While Novak declined to discuss financial details of All Blue’s investment in WeWork, PitchBook data indicates that the investment firm participated in its $1.7 billion Series G funding round, which WeWork closed in August 2017 at a $21.2 billion valuation.
Novak acknowledges that his firm experienced “a significant mark-to-market writedown of our holdings” in WeWork as a result of the SoftBank buyout. Yet despite such losses, he has a surprisingly bullish outlook for WeWork under SoftBank’s leadership from “a medium- to long-term perspective.”
“WeWork dispersed its focus by trying to do a lot of things and be a lot of things to a lot of people,” he says. “I still believe WeWork is a spectacular company with growth potential. I think it will bring value back to its minority shareholders in a rapid fashion.”
It could also bring value back to SoftBank, which has “done very well” in doubling down on its WeWork position at a significantly lower valuation, according to Novak. “Some would argue that they were in too deep; in reality, the turnaround story is quite compelling. From this [valuation] level, I think a lot of money can be made for SoftBank.”
And while he agrees that the JPMorgan financing deal “would have preserved the valuation better for [WeWork’s] investors,” Novak claims the short-term pain of the company’s crash could ultimately be in its best interest as far as developing a long-term, sustainable business model.
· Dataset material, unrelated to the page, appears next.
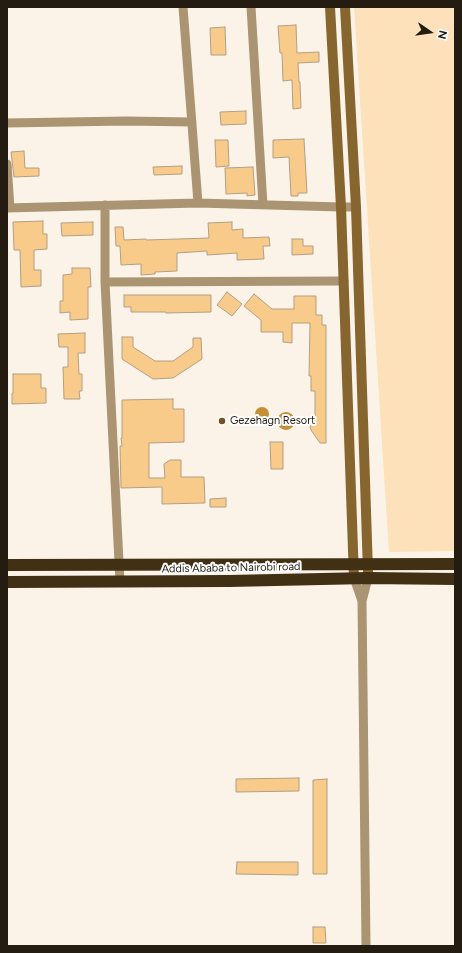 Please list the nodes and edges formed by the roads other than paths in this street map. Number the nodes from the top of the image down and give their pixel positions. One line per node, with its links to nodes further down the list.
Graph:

“If taking a writedown now means that they can steady the shop, rebuild the business, and exit at a healthier valuation, then that’s okay—I’d rather have a real valuation that reflects an accurate underlying value of the business,” he notes.
It’s unclear whether some of WeWork’s other minority investors share Novak’s optimism. The likes of Chinese private equity backer Hony Capital, as well as U.S.-based investment firms like Benchmark Capital, Catalyst Investors, and Glade Brook Capital Partners, all either declined to comment or did not return requests to speak for this story.
For his part, Novak says All Blue Capital will not be pursuing any legal action against WeWork.
“It’s America, and America is known to be litigious. Every investor makes their decisions on their own,” he says. “We will not be litigious, and will continue to support the company.”
This story has been updated to include the report of the New York State Attorney General’s investigation into WeWork.